– Да, разве вы не видите все. Она не любит общение, ей наедине с собой хорошо. Ей нет до нас дела. Это мы вечно лезем к ней со своими разговорами, а человеку может быть не хочется нас видеть. Она хоть кому-то из вас писала первой или приходила повидаться? – друзья отрицательно покачали головами, – Вот видите, странная, она и не заметит, если самолёт перед её носом приземлиться, не то что нас. Слушайте, давайте завтра, вот завтра точно, зуб даю сходим. Но сегодня, ну прошу вас, дайте мне поработать. Я не хочу проторчать с этой проводкой ещё неделю. Тем более у меня странное чувство, что стены зарастают, это невыносимо! Похоже мне солнце вчера напекло в макушку, потому что другого объяснения, почему мне кажется будто я вчера уже бурил стену на третьем этаже, у меня нет. Или это было на четвёртом? Нет, уволюсь, уволюсь, как пить дать…

Тимур без слов прощания развернулся на пятках и убежал прочь. Он не понимал отчего проявил недовольство подругой, она никогда не доставляла ему не удобств, всегда была мила и обходительна при встрече. Его кажущаяся напускная жизнерадостность сегодня начала сбоить. Это был тревожный знак надвигающейся катастрофы и, пока он не сказал боле ничего лишнего, предпочёл удалиться, чтобы убить время за тем, что хорошо знал и умел, да и проводка не могла ждать, стены его подзывали к ответу, а он не смел не откликнуться на противный зов.

Трое оставшихся друзей волей-неволей тоже разошлись вслед за Тимуром. Неприятный разговор оставил на их душе осадок. Им почудилось будто они и в самом деле не очень хорошие люди, которые все года тревожили бедную Марту. Павлу особенно было тяжело признавать, что его добродетель была выгодна лишь ему одну. С этими мыслями он и отправился собирать кабели.

Ася и Саня последовали его примеру и уже были на полпути к супермаркету, когда неожиданно остановились и внимательно посмотрели друг на друга, как хотелось бы им всю их жизнь. Заботливые глаза смотрели неистово живо, и мужчина с женщиной едва сдержались, чтобы не закричать во всю глотку, они видели свою боль, но не подозревали ничего о боли своего ближнего, да и сейчас оставались слепы ко взгляду другого, выискивая в знакомом лице признаки чего-то более понятного и простого для осмысления. В жизни наступил момент, когда невыносимо тяжко быть близко, быть на расстоянии вытянутой руки, но не делать ничего, что могло бы открыть и самому себе истинное желание.

– Ась, скажи честно, – обратился брат к сестре, – Мы действительно ходим, словно недавно вышли из комы?

– Не знаю, – честно призналась женщина, – Я не замечала.

– И я. Но, если Тимур так говорит, значит это правда. Он бы не стал лгать. Он не такой человек. Он может обманывать себя, но нас никогда. Тебе есть что на это сказать?

– Нет. Сань, я правда задержалась. Это неприлично. Я же в конце концов управляющая в магазине. Какой пример я подаю сотрудником второй день?
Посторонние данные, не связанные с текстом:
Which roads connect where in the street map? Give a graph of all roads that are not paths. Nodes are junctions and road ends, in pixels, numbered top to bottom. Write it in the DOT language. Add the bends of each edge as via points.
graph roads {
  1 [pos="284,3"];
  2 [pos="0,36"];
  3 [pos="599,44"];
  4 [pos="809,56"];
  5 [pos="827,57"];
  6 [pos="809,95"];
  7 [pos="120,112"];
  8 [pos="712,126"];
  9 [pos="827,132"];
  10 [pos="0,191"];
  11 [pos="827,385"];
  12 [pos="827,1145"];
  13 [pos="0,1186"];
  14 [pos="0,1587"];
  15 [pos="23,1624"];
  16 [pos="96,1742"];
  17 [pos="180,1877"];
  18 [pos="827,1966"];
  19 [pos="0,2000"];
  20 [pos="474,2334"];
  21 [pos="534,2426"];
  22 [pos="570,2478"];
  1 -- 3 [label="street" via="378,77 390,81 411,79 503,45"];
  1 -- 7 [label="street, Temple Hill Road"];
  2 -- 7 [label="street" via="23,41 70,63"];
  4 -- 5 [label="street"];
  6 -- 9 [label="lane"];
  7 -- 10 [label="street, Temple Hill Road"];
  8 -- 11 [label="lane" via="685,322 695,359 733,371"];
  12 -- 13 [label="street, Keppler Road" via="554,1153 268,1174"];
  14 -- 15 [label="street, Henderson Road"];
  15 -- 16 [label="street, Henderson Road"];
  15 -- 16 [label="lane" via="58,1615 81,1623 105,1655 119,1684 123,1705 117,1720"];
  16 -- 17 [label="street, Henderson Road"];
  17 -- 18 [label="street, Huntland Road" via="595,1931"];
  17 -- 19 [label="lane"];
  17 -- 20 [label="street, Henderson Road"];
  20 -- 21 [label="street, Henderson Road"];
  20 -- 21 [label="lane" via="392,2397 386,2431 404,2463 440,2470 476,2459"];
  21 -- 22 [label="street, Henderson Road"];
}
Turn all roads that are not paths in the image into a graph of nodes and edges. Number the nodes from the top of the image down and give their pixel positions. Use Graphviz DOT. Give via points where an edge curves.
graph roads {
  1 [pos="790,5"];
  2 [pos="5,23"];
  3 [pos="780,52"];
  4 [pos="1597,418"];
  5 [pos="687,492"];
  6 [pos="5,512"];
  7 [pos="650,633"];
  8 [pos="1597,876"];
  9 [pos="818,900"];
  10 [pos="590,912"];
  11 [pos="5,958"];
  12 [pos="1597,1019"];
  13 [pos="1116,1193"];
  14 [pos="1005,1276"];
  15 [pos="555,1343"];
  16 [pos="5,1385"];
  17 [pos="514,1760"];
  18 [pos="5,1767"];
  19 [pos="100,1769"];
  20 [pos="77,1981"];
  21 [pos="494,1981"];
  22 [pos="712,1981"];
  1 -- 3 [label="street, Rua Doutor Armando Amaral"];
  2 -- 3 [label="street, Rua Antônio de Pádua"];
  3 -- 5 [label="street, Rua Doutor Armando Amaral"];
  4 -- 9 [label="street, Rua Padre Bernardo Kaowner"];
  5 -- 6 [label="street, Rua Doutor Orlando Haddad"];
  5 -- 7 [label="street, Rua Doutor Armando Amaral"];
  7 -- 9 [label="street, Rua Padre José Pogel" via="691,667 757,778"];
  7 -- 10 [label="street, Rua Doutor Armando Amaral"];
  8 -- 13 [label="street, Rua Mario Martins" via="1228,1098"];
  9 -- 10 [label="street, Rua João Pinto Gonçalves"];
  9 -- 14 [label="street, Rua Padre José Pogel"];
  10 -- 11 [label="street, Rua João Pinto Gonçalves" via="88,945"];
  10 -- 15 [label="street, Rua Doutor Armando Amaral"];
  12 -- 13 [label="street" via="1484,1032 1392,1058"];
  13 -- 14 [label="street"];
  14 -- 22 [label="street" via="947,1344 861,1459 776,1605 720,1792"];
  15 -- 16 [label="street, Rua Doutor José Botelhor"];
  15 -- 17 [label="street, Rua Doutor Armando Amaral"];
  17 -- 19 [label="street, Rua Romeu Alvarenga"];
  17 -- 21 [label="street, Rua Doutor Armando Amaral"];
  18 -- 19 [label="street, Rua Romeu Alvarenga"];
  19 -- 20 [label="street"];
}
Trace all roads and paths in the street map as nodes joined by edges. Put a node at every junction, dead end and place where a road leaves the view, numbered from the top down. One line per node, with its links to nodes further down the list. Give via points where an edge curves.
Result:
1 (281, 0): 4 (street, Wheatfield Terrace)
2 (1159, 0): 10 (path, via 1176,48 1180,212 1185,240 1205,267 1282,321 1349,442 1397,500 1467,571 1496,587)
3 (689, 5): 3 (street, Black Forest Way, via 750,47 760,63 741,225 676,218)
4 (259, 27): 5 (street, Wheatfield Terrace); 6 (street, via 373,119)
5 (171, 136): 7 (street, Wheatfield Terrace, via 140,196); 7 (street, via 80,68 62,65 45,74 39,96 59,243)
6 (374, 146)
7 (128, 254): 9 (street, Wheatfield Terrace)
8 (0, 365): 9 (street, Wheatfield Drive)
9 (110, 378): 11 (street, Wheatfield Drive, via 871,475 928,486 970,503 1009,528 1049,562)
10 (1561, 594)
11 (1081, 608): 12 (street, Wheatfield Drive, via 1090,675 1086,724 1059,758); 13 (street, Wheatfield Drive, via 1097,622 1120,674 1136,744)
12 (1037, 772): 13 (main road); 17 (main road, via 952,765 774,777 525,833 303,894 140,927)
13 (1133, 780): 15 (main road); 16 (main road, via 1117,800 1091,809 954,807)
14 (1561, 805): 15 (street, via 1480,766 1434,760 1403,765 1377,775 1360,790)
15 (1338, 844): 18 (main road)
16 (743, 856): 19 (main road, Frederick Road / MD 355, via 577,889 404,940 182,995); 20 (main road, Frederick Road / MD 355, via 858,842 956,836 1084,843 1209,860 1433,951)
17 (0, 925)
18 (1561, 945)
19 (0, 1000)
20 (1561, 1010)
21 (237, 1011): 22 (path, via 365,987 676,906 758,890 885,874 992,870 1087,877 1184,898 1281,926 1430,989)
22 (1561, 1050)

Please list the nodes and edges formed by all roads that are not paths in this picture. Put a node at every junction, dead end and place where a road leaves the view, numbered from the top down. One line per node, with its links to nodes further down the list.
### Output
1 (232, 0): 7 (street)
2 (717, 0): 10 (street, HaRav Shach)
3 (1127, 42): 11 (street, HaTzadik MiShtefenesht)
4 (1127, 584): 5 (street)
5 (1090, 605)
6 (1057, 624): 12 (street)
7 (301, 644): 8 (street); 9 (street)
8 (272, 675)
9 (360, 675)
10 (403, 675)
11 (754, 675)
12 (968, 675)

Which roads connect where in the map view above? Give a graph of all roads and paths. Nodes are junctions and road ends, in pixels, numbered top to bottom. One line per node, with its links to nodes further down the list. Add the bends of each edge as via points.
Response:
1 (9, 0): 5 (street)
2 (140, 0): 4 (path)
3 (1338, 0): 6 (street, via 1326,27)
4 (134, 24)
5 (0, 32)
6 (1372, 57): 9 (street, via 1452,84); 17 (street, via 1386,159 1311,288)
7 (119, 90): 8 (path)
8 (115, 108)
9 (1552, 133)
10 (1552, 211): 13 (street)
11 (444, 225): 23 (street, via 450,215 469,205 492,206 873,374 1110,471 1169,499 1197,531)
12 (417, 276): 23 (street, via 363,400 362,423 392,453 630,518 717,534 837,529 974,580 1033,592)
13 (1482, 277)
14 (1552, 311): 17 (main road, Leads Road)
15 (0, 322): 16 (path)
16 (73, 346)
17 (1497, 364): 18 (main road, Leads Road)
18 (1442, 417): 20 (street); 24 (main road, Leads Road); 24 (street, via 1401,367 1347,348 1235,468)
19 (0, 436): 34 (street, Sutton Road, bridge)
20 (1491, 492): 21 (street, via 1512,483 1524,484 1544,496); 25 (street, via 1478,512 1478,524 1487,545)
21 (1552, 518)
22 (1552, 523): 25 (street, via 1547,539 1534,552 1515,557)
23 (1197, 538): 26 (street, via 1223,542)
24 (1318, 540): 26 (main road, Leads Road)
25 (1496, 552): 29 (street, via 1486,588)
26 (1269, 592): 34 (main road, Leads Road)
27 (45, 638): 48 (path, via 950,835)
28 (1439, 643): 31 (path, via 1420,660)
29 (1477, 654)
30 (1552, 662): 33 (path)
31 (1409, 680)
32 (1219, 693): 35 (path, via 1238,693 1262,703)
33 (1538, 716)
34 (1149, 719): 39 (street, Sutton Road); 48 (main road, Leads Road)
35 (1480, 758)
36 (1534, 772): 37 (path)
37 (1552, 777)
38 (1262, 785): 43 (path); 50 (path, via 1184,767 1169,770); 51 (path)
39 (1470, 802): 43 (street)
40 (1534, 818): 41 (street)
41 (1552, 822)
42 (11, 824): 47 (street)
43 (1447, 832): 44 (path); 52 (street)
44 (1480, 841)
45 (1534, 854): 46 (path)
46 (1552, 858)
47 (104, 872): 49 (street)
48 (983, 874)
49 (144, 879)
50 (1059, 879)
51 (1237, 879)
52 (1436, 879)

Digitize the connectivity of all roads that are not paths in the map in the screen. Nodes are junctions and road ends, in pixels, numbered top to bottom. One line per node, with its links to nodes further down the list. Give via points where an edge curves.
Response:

– Да, конечно. Иди, но обещай, что мы с тобой ещё об этом поговорим. Обещаешь?

– Да, Сань, конечно.

– Всё хорошо? – мужчина посмотрел на сестру с недоверием.

– Да, да, хорошо. Мне и правда нужно… – она попятилась задом, едва не сбив с ног ничего неподозревающую женщину.

Впервые за долгие года, Ася не стала провожать Саню взглядом, он не стал этого делать тоже. В отношении обычных людей, не обременённых близкими узами, они выглядели всегда чудно. Она замечала это прежде, но с тех пор прошло так много лет, что она и забыла какое может у посторонних сложится впечатление об обыденных вещах, понятных только ей и её Сане. Это напоминание ей было неприятно, ведь чувствовать спустя время, это не тоже самое, что чувствовать на протяжении всей жизни. Похожее ощущал и мужчина, его окатило волной сомнения, ему на миг померещилось, что в его жизни всё давно пришло в негодность, разруха следовала за ним по пятам, и ему всего лишь удавалось скрыть это от себя долгое время. Но как бы там ни было, когда они разошлись по разным сторонам, все ощущения прошли разом, и прошлые мысли показались пустыми и ничего не значащими. Так им казалось.